== Data extract ==

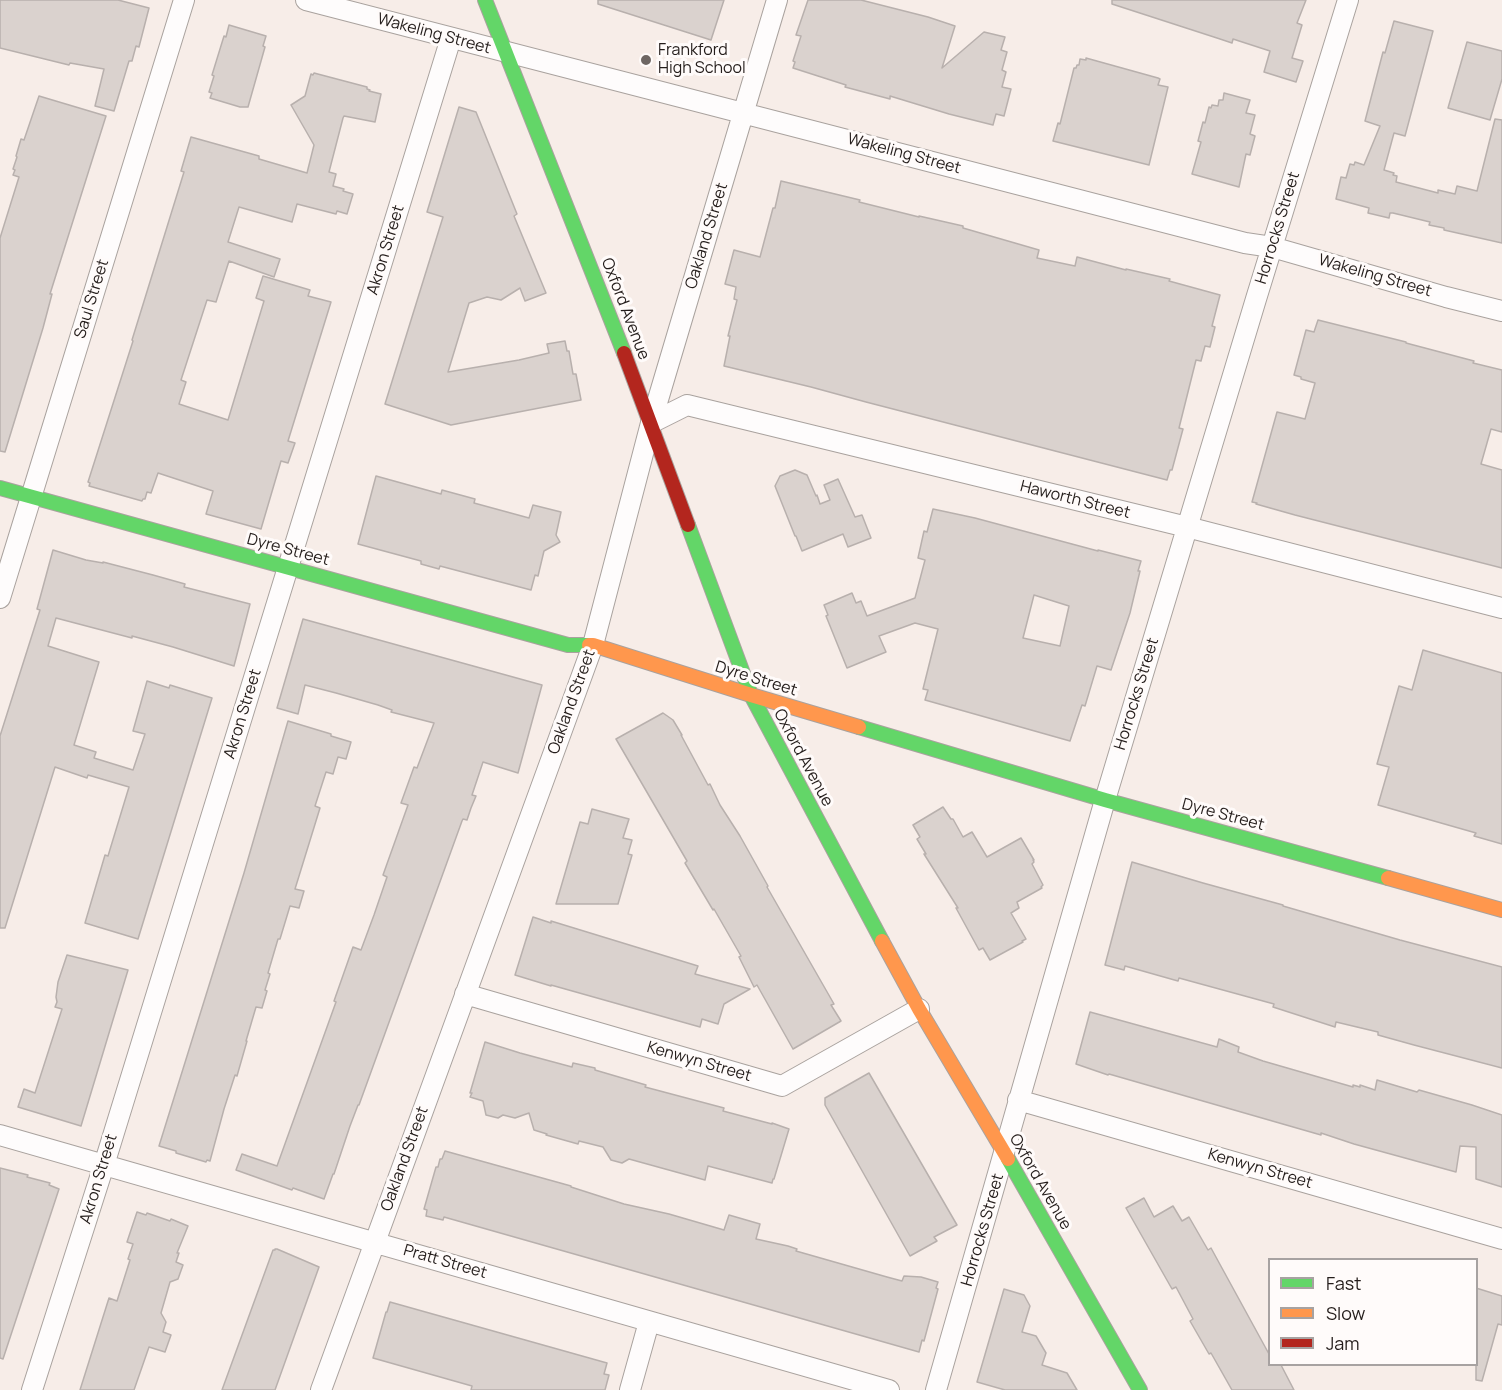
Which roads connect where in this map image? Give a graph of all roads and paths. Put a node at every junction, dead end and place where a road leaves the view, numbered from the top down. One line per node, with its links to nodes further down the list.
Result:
1 (184, 0): 13 (street, Saul Street)
2 (306, 0): 6 (street, Wakeling Street)
3 (485, 0): 7 (street, Oxford Avenue)
4 (777, 0): 8 (street, Oakland Street)
5 (1348, 0): 9 (street, Horrocks Street)
6 (451, 38): 7 (street, Wakeling Street); 15 (street, Akron Street)
7 (507, 53): 8 (street, Wakeling Street); 11 (street, Oxford Avenue)
8 (744, 112): 9 (street, Wakeling Street); 11 (street, Oakland Street)
9 (1272, 247): 10 (street, Wakeling Street); 14 (street, Horrocks Street)
10 (1502, 311)
11 (651, 423): 14 (street, Haworth Street); 18 (street, Oakland Street); 19 (street, Oxford Avenue)
12 (0, 488): 13 (street, Dyre Street)
13 (31, 497): 15 (street, Dyre Street); 16 (street, Saul Street)
14 (1187, 527): 17 (street, Haworth Street); 20 (street, Horrocks Street)
15 (289, 567): 18 (street, Dyre Street); 27 (street, Akron Street)
16 (0, 598)
17 (1502, 608)
18 (593, 645): 19 (street, Dyre Street); 22 (street, Oakland Street)
19 (751, 695): 20 (street, Dyre Street); 23 (street, Oxford Avenue)
20 (1105, 800): 21 (street, Dyre Street); 24 (street, Horrocks Street)
21 (1502, 910)
22 (465, 994): 23 (street, Kenwyn Street); 29 (street, Oakland Street)
23 (919, 1009): 26 (street, Oxford Avenue)
24 (1018, 1100): 26 (street, Horrocks Street); 28 (street, Kenwyn Street)
25 (0, 1135): 27 (street, Pratt Street)
26 (1005, 1154): 35 (street, Horrocks Street); 36 (street, Oxford Avenue)
27 (104, 1165): 29 (street, Pratt Street); 31 (street, Akron Street)
28 (1502, 1239)
29 (375, 1242): 30 (street, Pratt Street); 32 (street, Oakland Street)
30 (649, 1322): 33 (street); 34 (street, Pratt Street)
31 (32, 1390)
32 (321, 1390)
33 (630, 1390)
34 (889, 1390)
35 (936, 1390)
36 (1140, 1390)

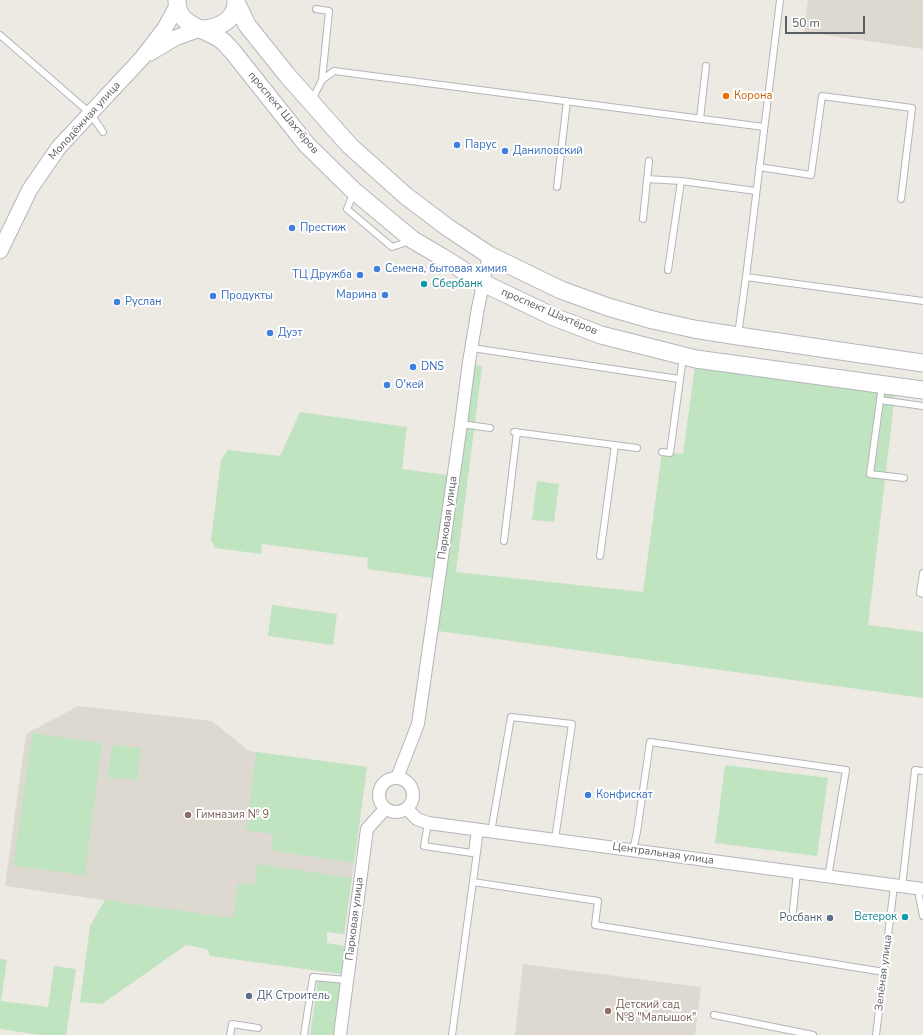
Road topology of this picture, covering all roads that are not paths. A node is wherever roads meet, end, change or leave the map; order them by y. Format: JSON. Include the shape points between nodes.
{"nodes":[{"id":1,"x":780,"y":0,"type":"edge"},
{"id":2,"x":236,"y":1,"type":"edge"},
{"id":3,"x":177,"y":3,"type":"edge"},
{"id":4,"x":316,"y":10,"type":"dead end"},
{"id":5,"x":200,"y":29,"type":"junction"},
{"id":6,"x":0,"y":34,"type":"edge"},
{"id":7,"x":142,"y":58,"type":"junction"},
{"id":8,"x":706,"y":66,"type":"dead end"},
{"id":9,"x":322,"y":80,"type":"junction"},
{"id":10,"x":567,"y":101,"type":"junction"},
{"id":11,"x":312,"y":102,"type":"junction"},
{"id":12,"x":90,"y":113,"type":"junction"},
{"id":13,"x":700,"y":119,"type":"junction"},
{"id":14,"x":764,"y":127,"type":"junction"},
{"id":15,"x":103,"y":132,"type":"dead end"},
{"id":16,"x":649,"y":161,"type":"dead end"},
{"id":17,"x":759,"y":167,"type":"junction"},
{"id":18,"x":647,"y":179,"type":"junction"},
{"id":19,"x":681,"y":181,"type":"junction"},
{"id":20,"x":557,"y":187,"type":"dead end"},
{"id":21,"x":756,"y":191,"type":"junction"},
{"id":22,"x":901,"y":199,"type":"dead end"},
{"id":23,"x":643,"y":219,"type":"dead end"},
{"id":24,"x":0,"y":251,"type":"edge"},
{"id":25,"x":489,"y":255,"type":"junction"},
{"id":26,"x":668,"y":270,"type":"dead end"},
{"id":27,"x":746,"y":277,"type":"junction"},
{"id":28,"x":483,"y":283,"type":"junction"},
{"id":29,"x":923,"y":301,"type":"edge"},
{"id":30,"x":738,"y":336,"type":"junction"},
{"id":31,"x":472,"y":348,"type":"junction"},
{"id":32,"x":684,"y":356,"type":"junction"},
{"id":33,"x":923,"y":363,"type":"edge"},
{"id":34,"x":679,"y":379,"type":"junction"},
{"id":35,"x":923,"y":390,"type":"edge"},
{"id":36,"x":881,"y":392,"type":"junction"},
{"id":37,"x":923,"y":406,"type":"edge"},
{"id":38,"x":461,"y":424,"type":"junction"},
{"id":39,"x":490,"y":428,"type":"dead end"},
{"id":40,"x":615,"y":445,"type":"junction"},
{"id":41,"x":637,"y":448,"type":"dead end"},
{"id":42,"x":662,"y":452,"type":"dead end"},
{"id":43,"x":904,"y":478,"type":"dead end"},
{"id":44,"x":504,"y":540,"type":"dead end"},
{"id":45,"x":600,"y":556,"type":"dead end"},
{"id":46,"x":923,"y":573,"type":"edge"},
{"id":47,"x":923,"y":594,"type":"edge"},
{"id":48,"x":923,"y":771,"type":"edge"},
{"id":49,"x":397,"y":778,"type":"junction"},
{"id":50,"x":385,"y":809,"type":"junction"},
{"id":51,"x":407,"y":809,"type":"junction"},
{"id":52,"x":428,"y":822,"type":"junction"},
{"id":53,"x":482,"y":830,"type":"junction"},
{"id":54,"x":555,"y":839,"type":"junction"},
{"id":55,"x":633,"y":850,"type":"junction"},
{"id":56,"x":797,"y":872,"type":"junction"},
{"id":57,"x":828,"y":877,"type":"junction"},
{"id":58,"x":473,"y":882,"type":"junction"},
{"id":59,"x":898,"y":887,"type":"junction"},
{"id":60,"x":922,"y":889,"type":"edge"},
{"id":61,"x":793,"y":911,"type":"dead end"},
{"id":62,"x":923,"y":916,"type":"edge"},
{"id":63,"x":884,"y":972,"type":"junction"},
{"id":64,"x":347,"y":980,"type":"junction"},
{"id":65,"x":714,"y":1015,"type":"dead end"},
{"id":66,"x":258,"y":1028,"type":"dead end"},
{"id":67,"x":230,"y":1035,"type":"edge"},
{"id":68,"x":304,"y":1035,"type":"edge"},
{"id":69,"x":340,"y":1035,"type":"edge"},
{"id":70,"x":452,"y":1035,"type":"edge"},
{"id":71,"x":813,"y":1035,"type":"edge"},
{"id":72,"x":876,"y":1035,"type":"edge"}],
"edges":[{"from":1,"to":14,"type":"lane"},
{"from":2,"to":5,"type":"main road","via":[[234,12],[228,20],[220,26]]},
{"from":2,"to":11,"type":"main road","via":[[247,25]]},
{"from":3,"to":5,"type":"main road","name":"проспект Шахтёров","via":[[181,16]]},
{"from":3,"to":7,"type":"street","name":"Молодёжная улица","via":[[165,28]]},
{"from":4,"to":9,"type":"lane","via":[[329,11]]},
{"from":5,"to":7,"type":"street","name":"Молодёжная улица","via":[[175,38]]},
{"from":5,"to":28,"type":"main road","name":"проспект Шахтёров","via":[[225,43],[307,145],[354,191],[413,240]]},
{"from":6,"to":12,"type":"lane"},
{"from":7,"to":12,"type":"street","name":"Молодёжная улица"},
{"from":8,"to":13,"type":"lane"},
{"from":9,"to":10,"type":"lane","via":[[334,71]]},
{"from":9,"to":11,"type":"lane"},
{"from":10,"to":13,"type":"lane"},
{"from":10,"to":20,"type":"lane"},
{"from":11,"to":25,"type":"main road","via":[[350,146],[406,196],[447,228]]},
{"from":12,"to":15,"type":"lane"},
{"from":12,"to":24,"type":"street","name":"Молодёжная улица","via":[[59,147],[30,189]]},
{"from":13,"to":14,"type":"lane"},
{"from":14,"to":17,"type":"lane"},
{"from":16,"to":18,"type":"lane"},
{"from":17,"to":21,"type":"lane"},
{"from":17,"to":22,"type":"lane","via":[[812,174],[822,96],[912,108]]},
{"from":18,"to":19,"type":"lane"},
{"from":18,"to":23,"type":"lane"},
{"from":19,"to":21,"type":"lane"},
{"from":19,"to":26,"type":"lane"},
{"from":21,"to":27,"type":"lane"},
{"from":25,"to":28,"type":"street","name":"Парковая улица"},
{"from":25,"to":30,"type":"main road","via":[[561,290],[608,307],[653,320]]},
{"from":27,"to":29,"type":"lane"},
{"from":27,"to":30,"type":"lane"},
{"from":28,"to":31,"type":"street","name":"Парковая улица"},
{"from":28,"to":32,"type":"main road","name":"проспект Шахтёров","via":[[554,317],[601,334]]},
{"from":30,"to":33,"type":"main road"},
{"from":31,"to":34,"type":"lane"},
{"from":31,"to":38,"type":"street","name":"Парковая улица"},
{"from":32,"to":34,"type":"lane"},
{"from":32,"to":36,"type":"main road","name":"проспект Шахтёров"},
{"from":34,"to":42,"type":"lane","via":[[670,453]]},
{"from":35,"to":36,"type":"main road","name":"проспект Шахтёров"},
{"from":36,"to":37,"type":"lane"},
{"from":36,"to":43,"type":"lane","via":[[870,474]]},
{"from":38,"to":39,"type":"lane"},
{"from":38,"to":49,"type":"street","name":"Парковая улица","via":[[418,724]]},
{"from":40,"to":41,"type":"lane"},
{"from":40,"to":44,"type":"lane","via":[[516,432]]},
{"from":40,"to":45,"type":"lane"},
{"from":46,"to":47,"type":"lane","via":[[920,593]]},
{"from":48,"to":59,"type":"lane","name":"Зелёная улица","via":[[915,770]]},
{"from":49,"to":50,"type":"street","via":[[386,781],[379,791],[378,798]]},
{"from":49,"to":51,"type":"street","via":[[408,782],[413,791],[413,800]]},
{"from":50,"to":51,"type":"street","via":[[396,813]]},
{"from":50,"to":64,"type":"street","name":"Парковая улица","via":[[366,829]]},
{"from":51,"to":52,"type":"street","name":"Центральная улица","via":[[417,819]]},
{"from":52,"to":53,"type":"street","name":"Центральная улица"},
{"from":52,"to":53,"type":"lane","via":[[424,846],[472,853]]},
{"from":53,"to":54,"type":"street","name":"Центральная улица"},
{"from":53,"to":54,"type":"lane","via":[[511,717],[572,724]]},
{"from":53,"to":58,"type":"lane"},
{"from":54,"to":55,"type":"street","name":"Центральная улица"},
{"from":55,"to":56,"type":"street","name":"Центральная улица"},
{"from":55,"to":57,"type":"lane","via":[[650,742],[846,770]]},
{"from":56,"to":57,"type":"street","name":"Центральная улица"},
{"from":56,"to":61,"type":"lane"},
{"from":57,"to":59,"type":"street","name":"Центральная улица"},
{"from":58,"to":63,"type":"lane","via":[[598,901],[595,925]]},
{"from":58,"to":70,"type":"lane"},
{"from":59,"to":60,"type":"street","name":"Центральная улица"},
{"from":59,"to":63,"type":"lane","name":"Зелёная улица"},
{"from":60,"to":62,"type":"lane","via":[[919,896]]},
{"from":63,"to":72,"type":"lane","name":"Зелёная улица"},
{"from":64,"to":68,"type":"lane","via":[[313,977]]},
{"from":64,"to":69,"type":"street","name":"Парковая улица"},
{"from":65,"to":71,"type":"lane"},
{"from":66,"to":67,"type":"lane","via":[[232,1024]]}]}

===

Look through the entries and return each line that has the word "Haworth" in it.

-- Output for this exercise --
11 (651, 423): 14 (street, Haworth Street); 18 (street, Oakland Street); 19 (street, Oxford Avenue)
14 (1187, 527): 17 (street, Haworth Street); 20 (street, Horrocks Street)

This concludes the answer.